As war and the mediation of peace have become increasingly complex, innovative thinking is needed to save and improve the lives of millions, UN Secretary General Antonio Guterres told the Security Council on Wednesday.
In his address to the Security Council's debate on Mediation and the Peaceful Resolution of Conflicts, Guterres noted that many internal conflicts feature a deadly mix of fragmented armed groups and political interests, funded by criminal activities, and that peace agreements are becoming more elusive and short-lived.
"Conflicts around the world drag on for years and decades, holding back development and stunting opportunities. Comprehensive peace agreements are becoming more elusive and short-lived. Political will wanes; international attention drifts," he said.
"As bad as the situation is in many parts of the world, I am convinced that it is within our power to tackle and reverse these trends," the UN chief said, stressing that for this reason, he has made diplomacy for peace one of his key priorities, with a focus on prevention and investment in mediation, peacebuilding and sustainable development.

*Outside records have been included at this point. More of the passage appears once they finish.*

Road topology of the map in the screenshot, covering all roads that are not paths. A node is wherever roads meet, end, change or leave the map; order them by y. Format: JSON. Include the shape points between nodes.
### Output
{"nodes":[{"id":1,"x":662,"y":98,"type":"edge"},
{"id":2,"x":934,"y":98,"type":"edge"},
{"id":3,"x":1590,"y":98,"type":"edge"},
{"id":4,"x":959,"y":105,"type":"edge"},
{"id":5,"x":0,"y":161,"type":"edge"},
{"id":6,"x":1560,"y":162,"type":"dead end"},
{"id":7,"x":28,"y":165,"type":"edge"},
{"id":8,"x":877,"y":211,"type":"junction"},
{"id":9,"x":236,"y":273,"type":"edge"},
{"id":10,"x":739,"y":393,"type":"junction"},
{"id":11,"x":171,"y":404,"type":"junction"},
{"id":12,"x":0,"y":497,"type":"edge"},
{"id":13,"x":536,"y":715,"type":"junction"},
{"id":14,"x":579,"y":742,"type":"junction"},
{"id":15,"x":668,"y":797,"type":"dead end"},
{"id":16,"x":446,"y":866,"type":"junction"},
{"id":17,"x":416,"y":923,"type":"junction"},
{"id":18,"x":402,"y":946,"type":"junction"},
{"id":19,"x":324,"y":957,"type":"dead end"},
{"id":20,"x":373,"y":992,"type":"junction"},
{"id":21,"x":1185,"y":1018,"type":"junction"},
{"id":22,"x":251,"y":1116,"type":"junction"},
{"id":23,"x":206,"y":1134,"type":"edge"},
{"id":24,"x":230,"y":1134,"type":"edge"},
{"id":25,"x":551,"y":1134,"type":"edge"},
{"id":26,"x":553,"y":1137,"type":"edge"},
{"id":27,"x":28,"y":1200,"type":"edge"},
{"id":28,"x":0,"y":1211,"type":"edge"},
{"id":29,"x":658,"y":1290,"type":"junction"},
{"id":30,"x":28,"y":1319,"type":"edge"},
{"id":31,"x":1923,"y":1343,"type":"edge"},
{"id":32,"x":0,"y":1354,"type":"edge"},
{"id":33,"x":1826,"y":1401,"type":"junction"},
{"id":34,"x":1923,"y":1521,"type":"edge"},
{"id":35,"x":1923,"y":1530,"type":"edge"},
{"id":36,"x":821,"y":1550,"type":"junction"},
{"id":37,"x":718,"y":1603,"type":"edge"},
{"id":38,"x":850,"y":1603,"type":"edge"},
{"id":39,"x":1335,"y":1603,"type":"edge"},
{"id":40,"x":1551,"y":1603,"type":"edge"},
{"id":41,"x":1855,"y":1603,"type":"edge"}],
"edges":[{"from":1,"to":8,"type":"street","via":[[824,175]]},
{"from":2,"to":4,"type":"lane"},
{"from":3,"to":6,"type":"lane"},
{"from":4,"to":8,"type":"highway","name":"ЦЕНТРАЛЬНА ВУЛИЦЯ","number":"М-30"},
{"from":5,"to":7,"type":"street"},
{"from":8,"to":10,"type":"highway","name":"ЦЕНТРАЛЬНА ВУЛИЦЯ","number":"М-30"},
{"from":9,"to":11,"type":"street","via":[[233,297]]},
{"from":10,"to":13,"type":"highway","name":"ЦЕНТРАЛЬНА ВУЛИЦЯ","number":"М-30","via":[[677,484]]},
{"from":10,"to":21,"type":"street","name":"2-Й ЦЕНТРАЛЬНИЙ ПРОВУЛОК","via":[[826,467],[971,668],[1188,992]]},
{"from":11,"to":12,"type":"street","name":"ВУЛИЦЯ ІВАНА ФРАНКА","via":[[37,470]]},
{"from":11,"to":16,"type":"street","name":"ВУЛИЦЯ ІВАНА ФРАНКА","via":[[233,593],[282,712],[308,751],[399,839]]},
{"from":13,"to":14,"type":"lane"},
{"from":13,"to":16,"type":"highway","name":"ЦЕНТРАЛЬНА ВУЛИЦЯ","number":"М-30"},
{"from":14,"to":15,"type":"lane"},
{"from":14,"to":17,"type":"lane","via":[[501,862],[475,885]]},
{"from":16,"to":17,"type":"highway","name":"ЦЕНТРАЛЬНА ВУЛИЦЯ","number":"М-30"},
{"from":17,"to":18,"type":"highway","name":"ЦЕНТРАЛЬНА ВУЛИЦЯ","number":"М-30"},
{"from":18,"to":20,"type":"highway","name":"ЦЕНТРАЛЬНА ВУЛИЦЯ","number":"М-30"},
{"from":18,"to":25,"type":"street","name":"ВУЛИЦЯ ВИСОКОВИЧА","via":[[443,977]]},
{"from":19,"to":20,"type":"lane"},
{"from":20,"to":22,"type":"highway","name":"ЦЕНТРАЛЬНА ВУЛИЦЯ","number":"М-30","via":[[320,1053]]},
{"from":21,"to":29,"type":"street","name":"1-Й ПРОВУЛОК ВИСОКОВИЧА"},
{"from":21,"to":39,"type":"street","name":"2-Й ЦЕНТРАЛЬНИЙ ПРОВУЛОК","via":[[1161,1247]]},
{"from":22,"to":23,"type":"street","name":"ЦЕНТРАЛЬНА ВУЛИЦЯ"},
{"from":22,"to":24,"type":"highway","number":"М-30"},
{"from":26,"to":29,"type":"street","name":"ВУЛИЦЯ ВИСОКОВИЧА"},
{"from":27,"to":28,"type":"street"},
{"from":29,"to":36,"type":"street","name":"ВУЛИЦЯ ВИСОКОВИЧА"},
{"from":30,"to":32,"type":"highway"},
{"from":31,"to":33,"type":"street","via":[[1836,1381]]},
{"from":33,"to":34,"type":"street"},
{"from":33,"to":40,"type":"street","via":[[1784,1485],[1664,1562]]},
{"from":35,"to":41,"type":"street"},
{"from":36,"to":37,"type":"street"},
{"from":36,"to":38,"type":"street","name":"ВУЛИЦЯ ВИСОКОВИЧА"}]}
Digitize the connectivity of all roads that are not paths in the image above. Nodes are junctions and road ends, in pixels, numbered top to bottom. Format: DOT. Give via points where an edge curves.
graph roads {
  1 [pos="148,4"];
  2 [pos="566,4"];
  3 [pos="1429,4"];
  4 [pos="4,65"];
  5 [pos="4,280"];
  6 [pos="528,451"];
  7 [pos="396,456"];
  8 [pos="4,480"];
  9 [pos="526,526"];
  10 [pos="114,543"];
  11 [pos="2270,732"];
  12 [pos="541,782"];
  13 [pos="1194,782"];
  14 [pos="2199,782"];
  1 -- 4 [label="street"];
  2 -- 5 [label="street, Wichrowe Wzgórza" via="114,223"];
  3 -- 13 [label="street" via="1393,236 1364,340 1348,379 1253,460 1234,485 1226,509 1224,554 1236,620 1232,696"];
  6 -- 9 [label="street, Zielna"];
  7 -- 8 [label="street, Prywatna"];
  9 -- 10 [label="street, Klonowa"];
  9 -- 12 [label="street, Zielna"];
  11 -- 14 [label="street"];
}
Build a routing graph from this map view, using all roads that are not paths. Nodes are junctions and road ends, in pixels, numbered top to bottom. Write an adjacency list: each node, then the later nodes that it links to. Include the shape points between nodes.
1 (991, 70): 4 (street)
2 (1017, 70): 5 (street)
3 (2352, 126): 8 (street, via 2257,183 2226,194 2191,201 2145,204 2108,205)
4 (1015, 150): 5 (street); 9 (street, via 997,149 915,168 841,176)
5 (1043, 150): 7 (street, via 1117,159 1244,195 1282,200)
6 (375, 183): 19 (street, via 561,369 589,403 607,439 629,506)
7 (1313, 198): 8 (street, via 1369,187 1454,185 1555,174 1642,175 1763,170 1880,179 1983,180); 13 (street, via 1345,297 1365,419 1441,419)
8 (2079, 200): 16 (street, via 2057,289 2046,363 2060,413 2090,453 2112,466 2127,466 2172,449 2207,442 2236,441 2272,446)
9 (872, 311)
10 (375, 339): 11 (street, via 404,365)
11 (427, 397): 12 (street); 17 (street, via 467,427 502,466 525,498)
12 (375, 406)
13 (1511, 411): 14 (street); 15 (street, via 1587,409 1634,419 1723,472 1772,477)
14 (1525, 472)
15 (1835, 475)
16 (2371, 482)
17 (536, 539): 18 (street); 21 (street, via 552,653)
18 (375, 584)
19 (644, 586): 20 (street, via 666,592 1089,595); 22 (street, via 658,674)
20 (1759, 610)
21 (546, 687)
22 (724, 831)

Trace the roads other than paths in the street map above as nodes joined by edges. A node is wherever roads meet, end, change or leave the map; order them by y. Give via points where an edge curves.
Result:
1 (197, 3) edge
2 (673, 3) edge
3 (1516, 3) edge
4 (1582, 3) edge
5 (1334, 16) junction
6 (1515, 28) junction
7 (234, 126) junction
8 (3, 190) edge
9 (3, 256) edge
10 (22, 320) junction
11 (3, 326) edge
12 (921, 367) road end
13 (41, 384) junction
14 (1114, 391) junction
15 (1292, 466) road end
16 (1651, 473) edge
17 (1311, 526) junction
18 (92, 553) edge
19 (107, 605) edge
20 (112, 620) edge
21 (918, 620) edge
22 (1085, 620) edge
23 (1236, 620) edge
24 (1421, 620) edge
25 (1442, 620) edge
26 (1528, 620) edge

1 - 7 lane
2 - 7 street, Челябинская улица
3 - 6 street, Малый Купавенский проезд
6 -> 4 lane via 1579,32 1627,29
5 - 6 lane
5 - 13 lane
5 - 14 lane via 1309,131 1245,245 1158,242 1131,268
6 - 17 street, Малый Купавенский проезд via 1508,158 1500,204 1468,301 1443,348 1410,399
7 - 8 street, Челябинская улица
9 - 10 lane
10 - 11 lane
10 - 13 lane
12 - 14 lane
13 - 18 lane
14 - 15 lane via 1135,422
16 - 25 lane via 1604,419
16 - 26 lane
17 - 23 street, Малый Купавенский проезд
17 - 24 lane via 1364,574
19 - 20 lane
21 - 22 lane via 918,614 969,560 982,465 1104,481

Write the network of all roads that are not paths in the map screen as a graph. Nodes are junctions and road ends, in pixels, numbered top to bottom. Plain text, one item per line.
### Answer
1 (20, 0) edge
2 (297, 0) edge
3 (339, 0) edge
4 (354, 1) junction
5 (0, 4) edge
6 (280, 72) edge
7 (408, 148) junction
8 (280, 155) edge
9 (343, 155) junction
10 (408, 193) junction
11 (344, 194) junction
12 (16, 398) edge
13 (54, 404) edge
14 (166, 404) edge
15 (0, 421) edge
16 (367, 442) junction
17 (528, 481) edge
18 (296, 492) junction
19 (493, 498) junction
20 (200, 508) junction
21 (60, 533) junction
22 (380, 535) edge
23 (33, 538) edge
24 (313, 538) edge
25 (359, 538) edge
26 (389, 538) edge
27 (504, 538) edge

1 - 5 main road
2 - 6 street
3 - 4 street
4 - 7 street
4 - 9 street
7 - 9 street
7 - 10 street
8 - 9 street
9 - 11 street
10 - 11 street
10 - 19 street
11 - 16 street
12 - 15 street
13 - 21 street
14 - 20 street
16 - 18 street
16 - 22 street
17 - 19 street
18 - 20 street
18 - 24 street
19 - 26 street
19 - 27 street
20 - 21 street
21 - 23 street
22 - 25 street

"The United Nations has a number of mediation resources that we deploy in various ways. My special envoys and representatives pursue consultations, good offices, and formal talks, often alongside envoys and mediators from regional organizations or member states," Guterres said.
"They may lead a political process, as in Libya or Yemen. They may head a complex peacekeeping operation, as in Mali. Or they may focus on prevention from a regional office, as in West Africa," he stated, pointing out that collaboration with other mediation actors is key.
Speaking alongside the UN chief were Archbishop of Canterbury Justin Welby, a member of his High-Level Advisory Board on Mediation, and Mossarat Qadeem, the co-founder of PAIMAN Alumni Trust, a civil society group working to prevent violent extremism in Pakistan.